[[ Data supplied open ]]
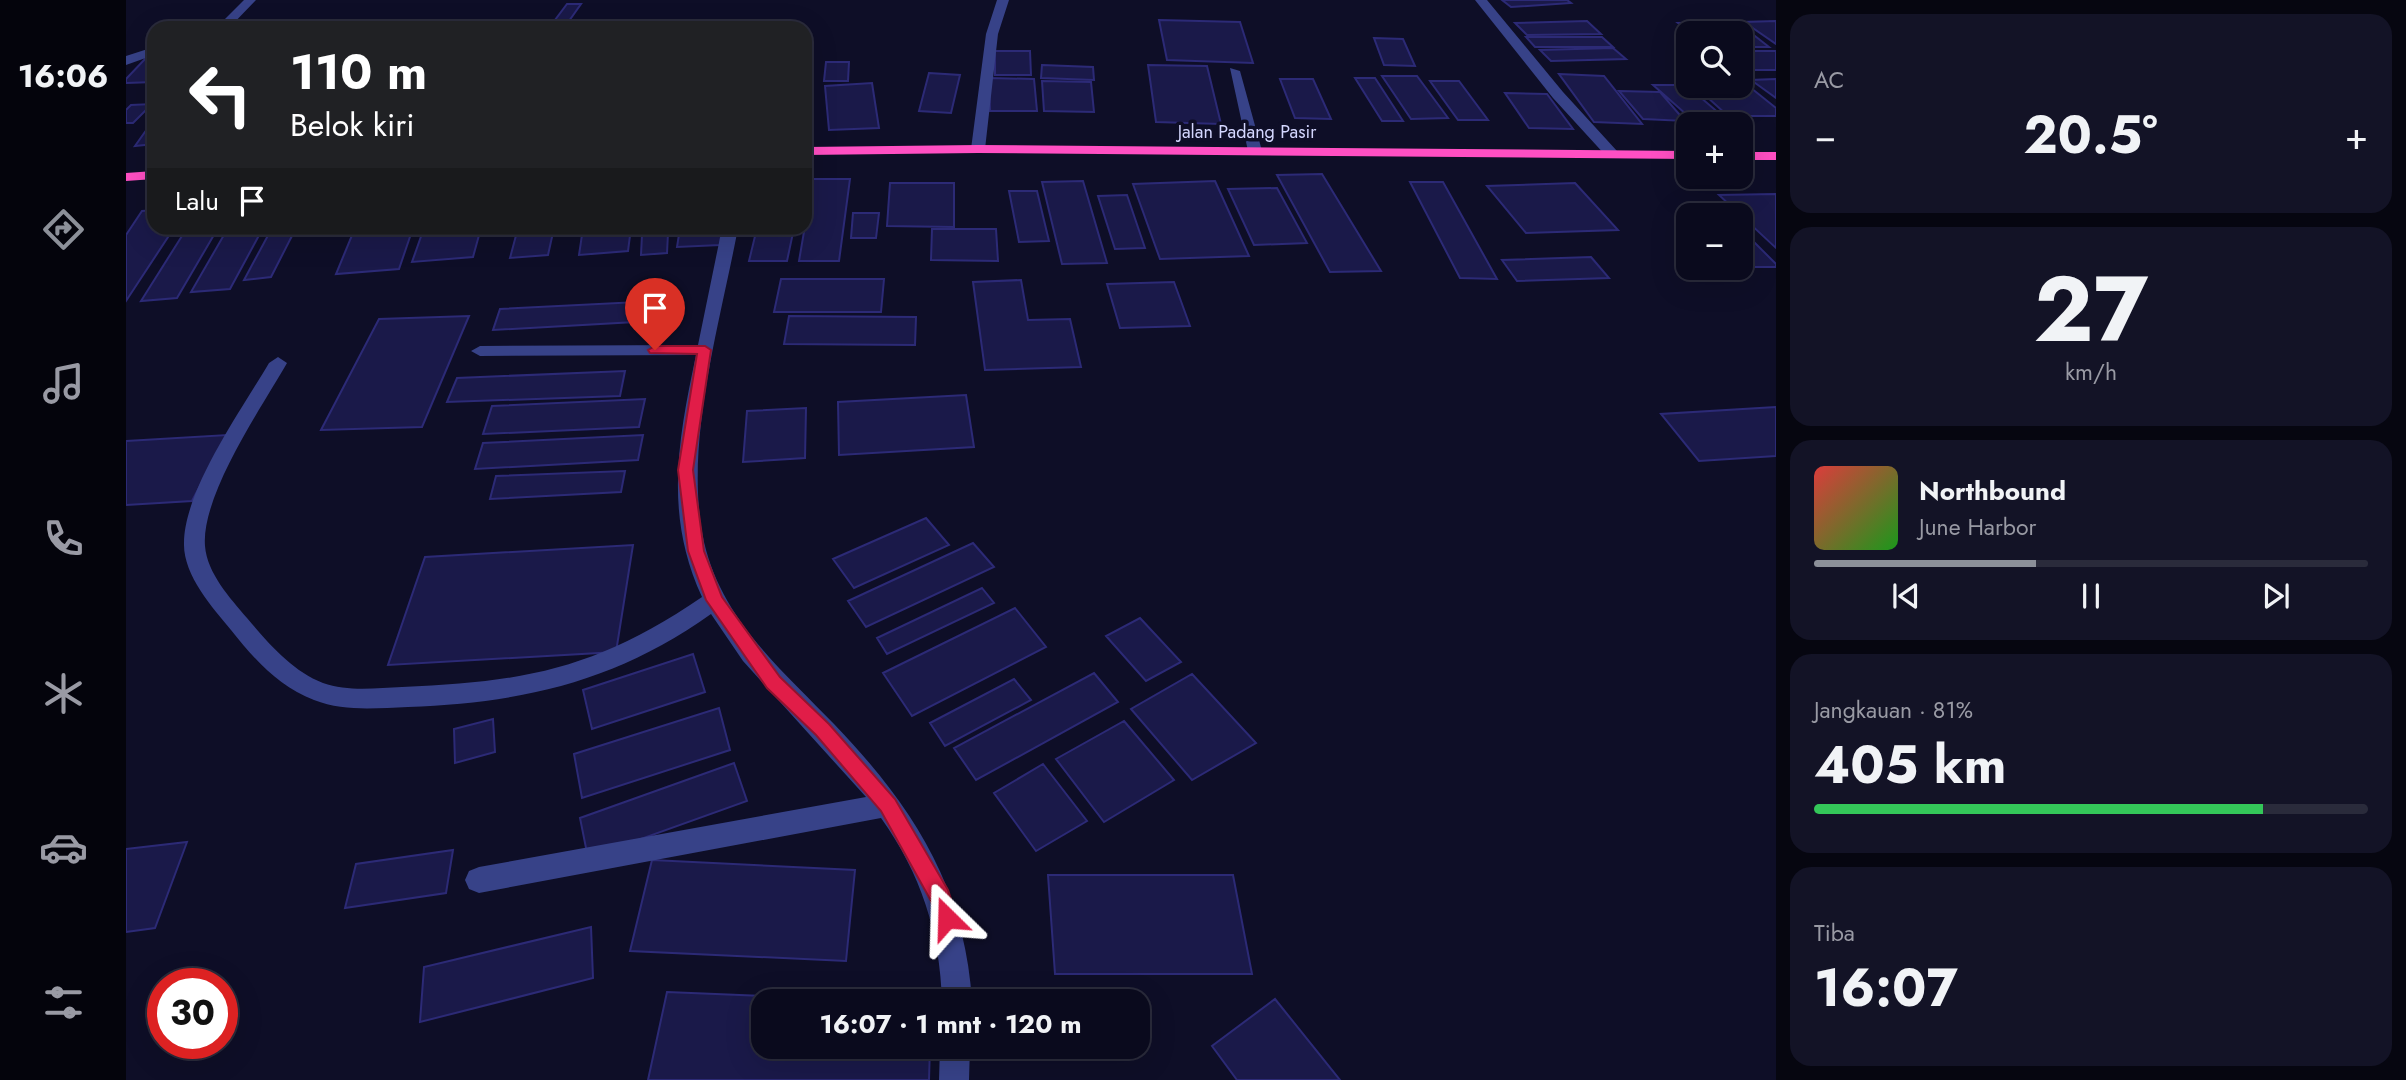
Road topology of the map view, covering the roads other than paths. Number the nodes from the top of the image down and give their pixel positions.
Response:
1 (250, 0) edge
2 (1003, 0) edge
3 (1481, 0) edge
4 (229, 21) edge
5 (147, 52) edge
6 (126, 61) edge
7 (1234, 71) dead end
8 (978, 149) junction
9 (812, 151) edge
10 (1255, 151) junction
11 (1612, 154) junction
12 (1676, 155) edge
13 (1753, 156) edge
14 (1776, 156) edge
15 (147, 176) edge
16 (129, 177) edge
17 (729, 235) edge
18 (705, 350) junction
19 (480, 351) dead end
20 (278, 363) dead end
21 (714, 600) junction
22 (888, 805) junction
23 (479, 880) dead end
24 (956, 989) edge
25 (955, 1059) edge
26 (954, 1080) edge

1 - 4 street
2 - 8 street
3 - 11 street
5 - 6 street
7 - 10 street
8 - 9 highway, Jalan Padang Pasir
8 - 10 highway, Jalan Padang Pasir
10 - 11 highway, Jalan Padang Pasir
11 - 12 highway, Jalan Padang Pasir
13 - 14 highway
15 - 16 highway
17 - 18 street
18 - 19 street
18 - 21 street
20 - 21 street
21 - 22 street
22 - 23 street
22 - 24 street
25 - 26 street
[[ Data supplied closed ]]
**Your task**
Leaving each image aside, repeat the listing above exactly.

**Answer**
Road topology of the map view, covering the roads other than paths. Number the nodes from the top of the image down and give their pixel positions.
Response:
1 (250, 0) edge
2 (1003, 0) edge
3 (1481, 0) edge
4 (229, 21) edge
5 (147, 52) edge
6 (126, 61) edge
7 (1234, 71) dead end
8 (978, 149) junction
9 (812, 151) edge
10 (1255, 151) junction
11 (1612, 154) junction
12 (1676, 155) edge
13 (1753, 156) edge
14 (1776, 156) edge
15 (147, 176) edge
16 (129, 177) edge
17 (729, 235) edge
18 (705, 350) junction
19 (480, 351) dead end
20 (278, 363) dead end
21 (714, 600) junction
22 (888, 805) junction
23 (479, 880) dead end
24 (956, 989) edge
25 (955, 1059) edge
26 (954, 1080) edge

1 - 4 street
2 - 8 street
3 - 11 street
5 - 6 street
7 - 10 street
8 - 9 highway, Jalan Padang Pasir
8 - 10 highway, Jalan Padang Pasir
10 - 11 highway, Jalan Padang Pasir
11 - 12 highway, Jalan Padang Pasir
13 - 14 highway
15 - 16 highway
17 - 18 street
18 - 19 street
18 - 21 street
20 - 21 street
21 - 22 street
22 - 23 street
22 - 24 street
25 - 26 street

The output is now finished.